Whichever lines of the entries hold the word "every" should be identified and copied.

[[ SUPPLIED DATA open ]]

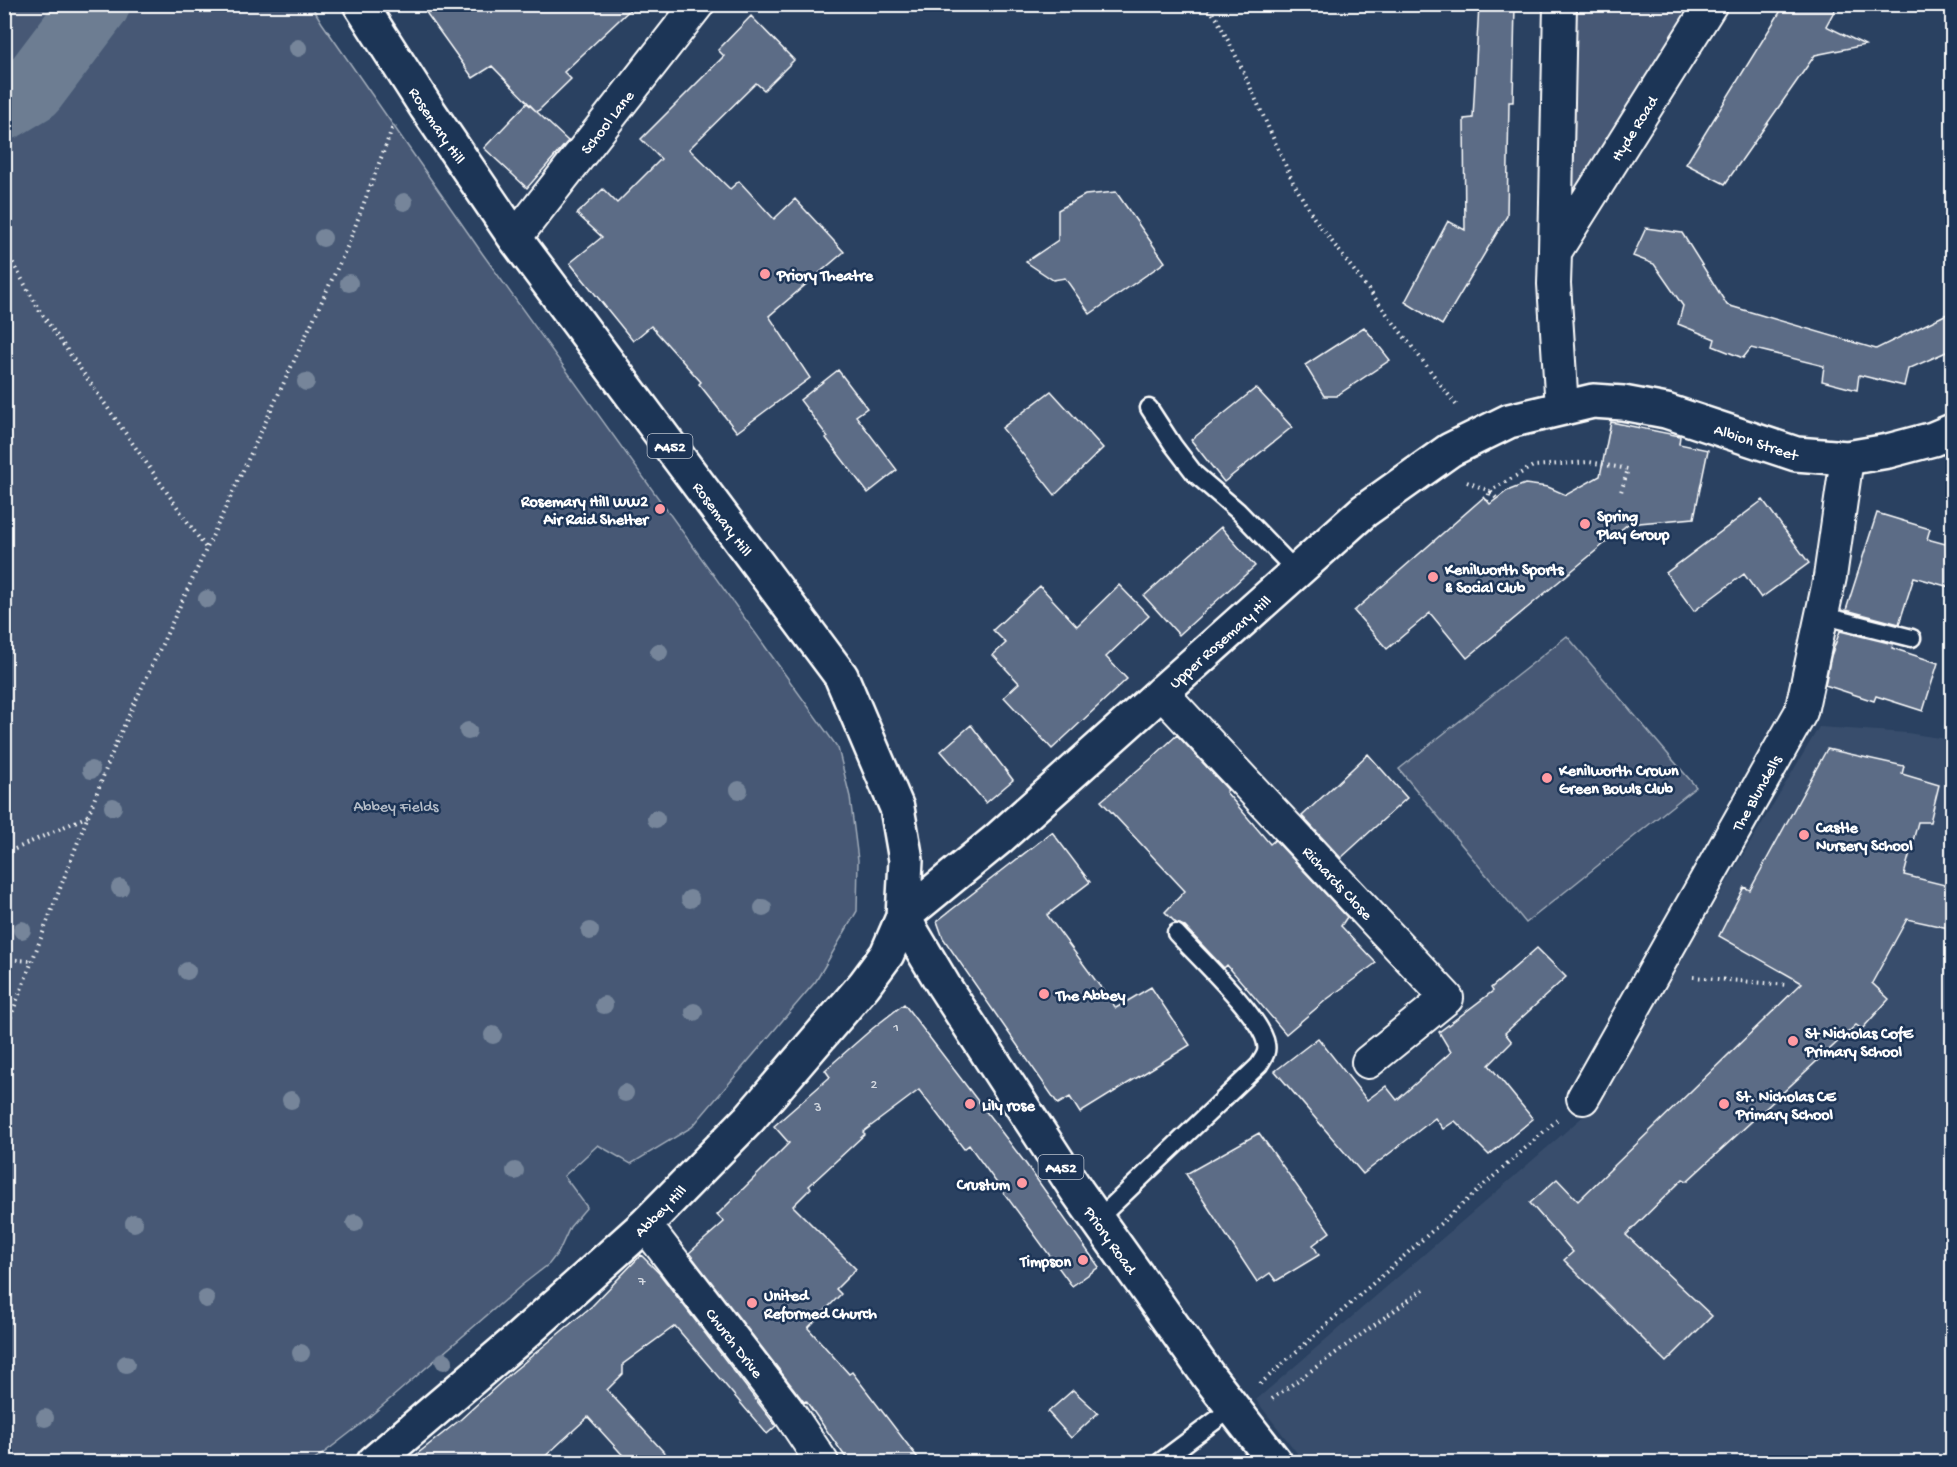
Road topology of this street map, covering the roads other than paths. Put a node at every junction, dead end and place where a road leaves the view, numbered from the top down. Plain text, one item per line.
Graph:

[[ SUPPLIED DATA closed ]]
[[ SUPPLIED DATA open ]]

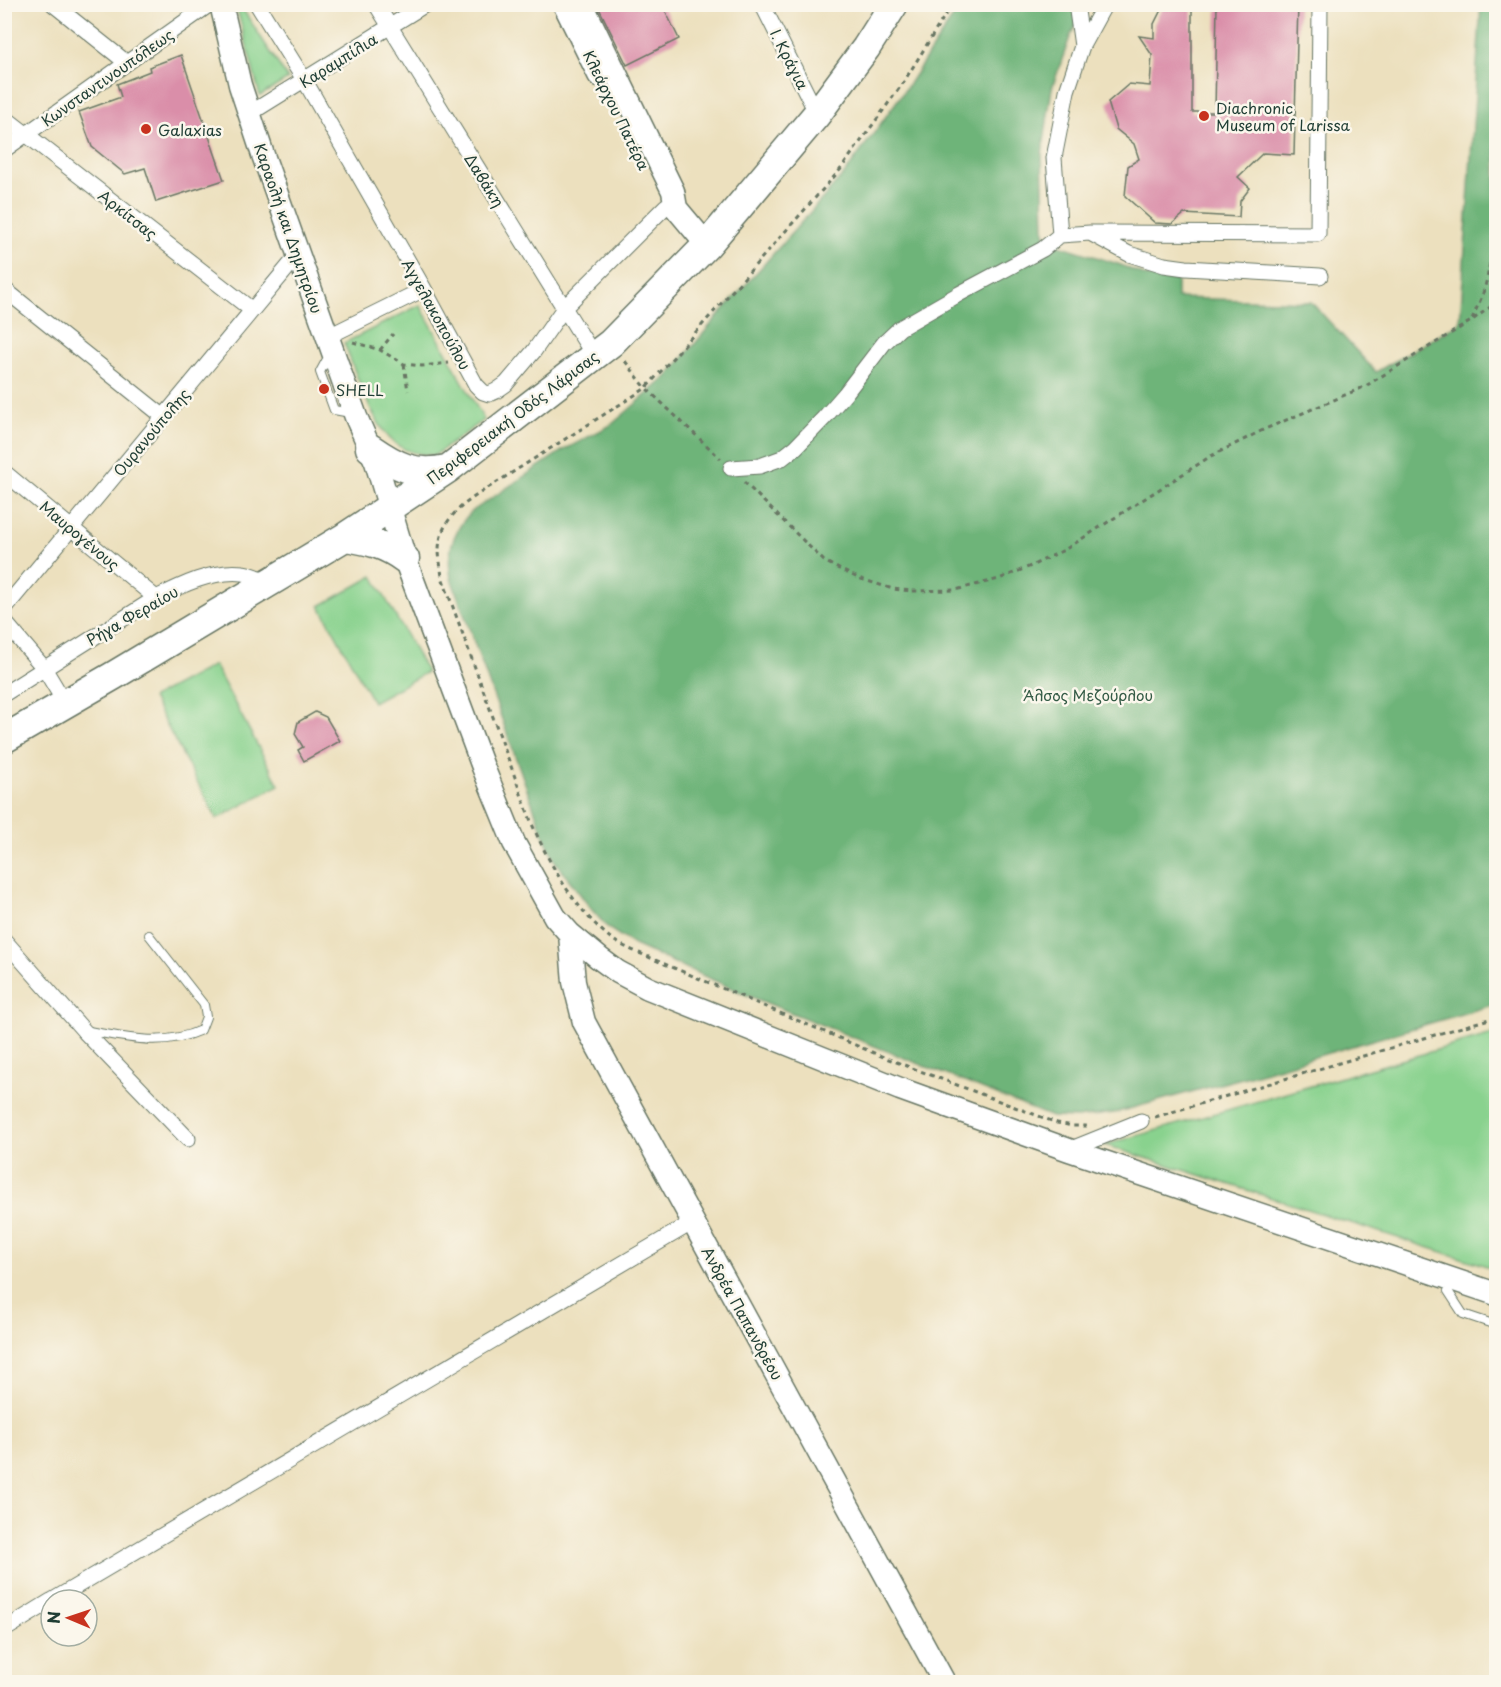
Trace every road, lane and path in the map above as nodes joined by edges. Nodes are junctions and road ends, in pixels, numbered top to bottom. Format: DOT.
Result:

[[ SUPPLIED DATA closed ]]

EXERCISE OUTPUT:
Road topology of this street map, covering the roads other than paths. Put a node at every junction, dead end and place where a road leaves the view, numbered from the top down. Plain text, one item per line.
Trace every road, lane and path in the map above as nodes joined by edges. Nodes are junctions and road ends, in pixels, numbered top to bottom. Format: DOT.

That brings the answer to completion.